Unter einer Probezeit versteht man sowohl
(Fall 1): die Vereinbarung eines befristeten Arbeitsverhältnisses zur Probe, so dass das Arbeitsverhältnis nur dann über die Probezeit hinaus andauert, wenn es verlängert wird
(Fall 2) als auch eine dem unbefristeten Arbeitsverhältnis vorgeschaltete Probezeit. Dieser zweite Fall ist die weitaus häufigere Konstellation.
Eine Probezeit muss ausdrücklich vereinbart werden, im ersten Fall bedarf es hierfür der Schriftform und es müssen die Einschränkungen, welche für befristete Arbeitsverhältnisse bestehen, beachtet werden.

Dauer der Probezeit

Zu Fall (1): Die Probezeit selbst darf in der Regel maximal 6 Monate betragen.
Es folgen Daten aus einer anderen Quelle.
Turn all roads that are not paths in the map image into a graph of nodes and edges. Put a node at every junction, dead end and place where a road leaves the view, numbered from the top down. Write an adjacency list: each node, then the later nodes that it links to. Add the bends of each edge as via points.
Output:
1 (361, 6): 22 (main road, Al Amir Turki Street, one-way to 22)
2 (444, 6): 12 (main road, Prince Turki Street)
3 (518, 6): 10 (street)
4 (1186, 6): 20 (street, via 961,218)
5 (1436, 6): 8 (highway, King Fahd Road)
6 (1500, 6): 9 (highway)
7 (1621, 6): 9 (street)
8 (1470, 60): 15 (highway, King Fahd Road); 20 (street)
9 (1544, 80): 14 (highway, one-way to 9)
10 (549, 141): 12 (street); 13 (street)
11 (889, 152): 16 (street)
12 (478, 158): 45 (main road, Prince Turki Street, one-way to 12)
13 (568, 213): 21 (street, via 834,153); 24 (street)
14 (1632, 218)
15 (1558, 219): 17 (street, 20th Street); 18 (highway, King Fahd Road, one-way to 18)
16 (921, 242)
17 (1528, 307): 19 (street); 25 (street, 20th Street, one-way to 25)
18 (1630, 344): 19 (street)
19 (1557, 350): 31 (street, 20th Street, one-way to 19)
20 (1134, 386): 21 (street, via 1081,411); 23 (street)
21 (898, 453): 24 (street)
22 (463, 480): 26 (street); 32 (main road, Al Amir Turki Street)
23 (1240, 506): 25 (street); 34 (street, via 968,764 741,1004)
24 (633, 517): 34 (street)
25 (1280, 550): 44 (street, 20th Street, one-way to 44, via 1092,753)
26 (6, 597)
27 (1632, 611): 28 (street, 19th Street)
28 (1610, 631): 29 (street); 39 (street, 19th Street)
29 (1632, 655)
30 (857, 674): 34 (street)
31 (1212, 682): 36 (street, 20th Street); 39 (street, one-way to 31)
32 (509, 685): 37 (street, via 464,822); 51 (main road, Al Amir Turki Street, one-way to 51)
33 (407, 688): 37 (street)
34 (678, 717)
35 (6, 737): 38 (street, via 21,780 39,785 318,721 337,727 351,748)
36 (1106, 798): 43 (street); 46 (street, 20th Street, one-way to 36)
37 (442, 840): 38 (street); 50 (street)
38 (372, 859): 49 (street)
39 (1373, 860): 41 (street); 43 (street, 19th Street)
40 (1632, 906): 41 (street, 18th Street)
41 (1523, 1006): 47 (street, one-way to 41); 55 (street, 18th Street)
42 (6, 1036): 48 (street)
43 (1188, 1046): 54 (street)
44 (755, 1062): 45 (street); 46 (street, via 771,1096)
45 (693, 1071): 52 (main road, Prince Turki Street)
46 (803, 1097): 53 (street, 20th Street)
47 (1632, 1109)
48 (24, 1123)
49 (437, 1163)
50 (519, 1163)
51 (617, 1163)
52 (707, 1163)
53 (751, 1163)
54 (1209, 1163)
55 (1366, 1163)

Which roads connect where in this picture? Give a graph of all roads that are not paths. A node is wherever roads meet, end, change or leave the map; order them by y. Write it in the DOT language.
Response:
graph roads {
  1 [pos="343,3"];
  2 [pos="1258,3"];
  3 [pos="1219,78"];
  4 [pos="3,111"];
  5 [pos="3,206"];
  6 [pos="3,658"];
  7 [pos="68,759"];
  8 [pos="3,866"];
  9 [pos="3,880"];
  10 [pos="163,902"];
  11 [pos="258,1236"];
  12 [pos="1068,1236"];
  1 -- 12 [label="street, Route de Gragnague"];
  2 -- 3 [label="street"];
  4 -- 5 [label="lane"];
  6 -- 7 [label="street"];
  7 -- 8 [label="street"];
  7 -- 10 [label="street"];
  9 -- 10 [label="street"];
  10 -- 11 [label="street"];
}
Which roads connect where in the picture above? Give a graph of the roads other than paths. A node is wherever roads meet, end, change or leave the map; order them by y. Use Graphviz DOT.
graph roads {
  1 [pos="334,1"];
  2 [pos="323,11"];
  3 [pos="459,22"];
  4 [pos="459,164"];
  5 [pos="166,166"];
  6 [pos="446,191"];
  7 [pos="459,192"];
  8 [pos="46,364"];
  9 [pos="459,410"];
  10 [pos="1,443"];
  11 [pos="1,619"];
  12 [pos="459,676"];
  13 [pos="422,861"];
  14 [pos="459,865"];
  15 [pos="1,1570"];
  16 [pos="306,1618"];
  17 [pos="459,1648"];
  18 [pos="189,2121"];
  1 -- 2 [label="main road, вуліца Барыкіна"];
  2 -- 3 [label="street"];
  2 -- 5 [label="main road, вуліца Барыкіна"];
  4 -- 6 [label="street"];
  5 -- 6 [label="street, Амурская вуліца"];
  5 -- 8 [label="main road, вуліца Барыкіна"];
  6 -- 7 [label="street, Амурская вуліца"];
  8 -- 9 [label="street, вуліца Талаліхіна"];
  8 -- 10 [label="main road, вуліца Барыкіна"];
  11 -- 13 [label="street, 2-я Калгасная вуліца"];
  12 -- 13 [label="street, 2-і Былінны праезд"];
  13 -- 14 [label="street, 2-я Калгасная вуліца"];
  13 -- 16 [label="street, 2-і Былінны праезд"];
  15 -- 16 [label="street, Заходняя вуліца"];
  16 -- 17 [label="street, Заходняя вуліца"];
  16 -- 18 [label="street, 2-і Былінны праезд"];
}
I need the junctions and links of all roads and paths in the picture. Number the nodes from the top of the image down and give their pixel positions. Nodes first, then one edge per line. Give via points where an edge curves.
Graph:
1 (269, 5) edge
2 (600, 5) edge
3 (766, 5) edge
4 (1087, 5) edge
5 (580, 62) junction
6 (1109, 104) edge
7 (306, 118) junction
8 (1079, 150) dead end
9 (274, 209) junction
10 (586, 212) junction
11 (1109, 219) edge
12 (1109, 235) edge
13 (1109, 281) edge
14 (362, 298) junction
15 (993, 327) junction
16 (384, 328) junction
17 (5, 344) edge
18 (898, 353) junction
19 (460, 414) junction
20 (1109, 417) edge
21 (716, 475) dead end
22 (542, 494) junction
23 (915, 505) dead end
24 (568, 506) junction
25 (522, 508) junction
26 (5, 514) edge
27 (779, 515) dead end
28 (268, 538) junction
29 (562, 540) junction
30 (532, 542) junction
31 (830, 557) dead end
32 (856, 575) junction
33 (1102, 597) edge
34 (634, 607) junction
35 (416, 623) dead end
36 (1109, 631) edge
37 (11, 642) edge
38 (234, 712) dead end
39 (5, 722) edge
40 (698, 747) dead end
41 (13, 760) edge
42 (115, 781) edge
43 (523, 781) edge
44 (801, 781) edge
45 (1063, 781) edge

Dies ist kein fester Wert, sondern hängt von der einzelnen Tätigkeit ab. Generell kann gesagt werden, je einfacher und weniger verantwortungsvoll eine Tätigkeit ist, desto kürzer ist die zulässige Probezeit. Abweichende Obergrenzen für die zulässige Probezeit finden sich z.B. auch in Tarifverträgen. Eine Probezeit über 6 Monate hinaus ist selten und hat auch relativ wenig Vorteile, denn nach 6 Monaten tritt die Wirkung des Kündigungsschutzgesetzes ein und die besondere Kündigungsfrist der Probezeit kann für maximal 6 Monate vereinbart werden.
Zu Fall (2): Nach Ablauf der Probezeit, spätestens des 6 Monats wird das Arbeitsverhältnis automatisch ein normales Arbeitsverhältnis mit der gesetzlichen Kündigungsfrist.

Probezeit und Kündigung

zu Fall (1) Die ordentliche Kündigung ist ausgeschlossen, sofern es nicht im Arbeitsvertrag ausdrücklich anders vereinbart ist.
Zu Fall (2) Für die Dauer von maximal 6 Monaten kann die Frist für die ordentliche Kündigung auf 2 Wochen verkürzt werden.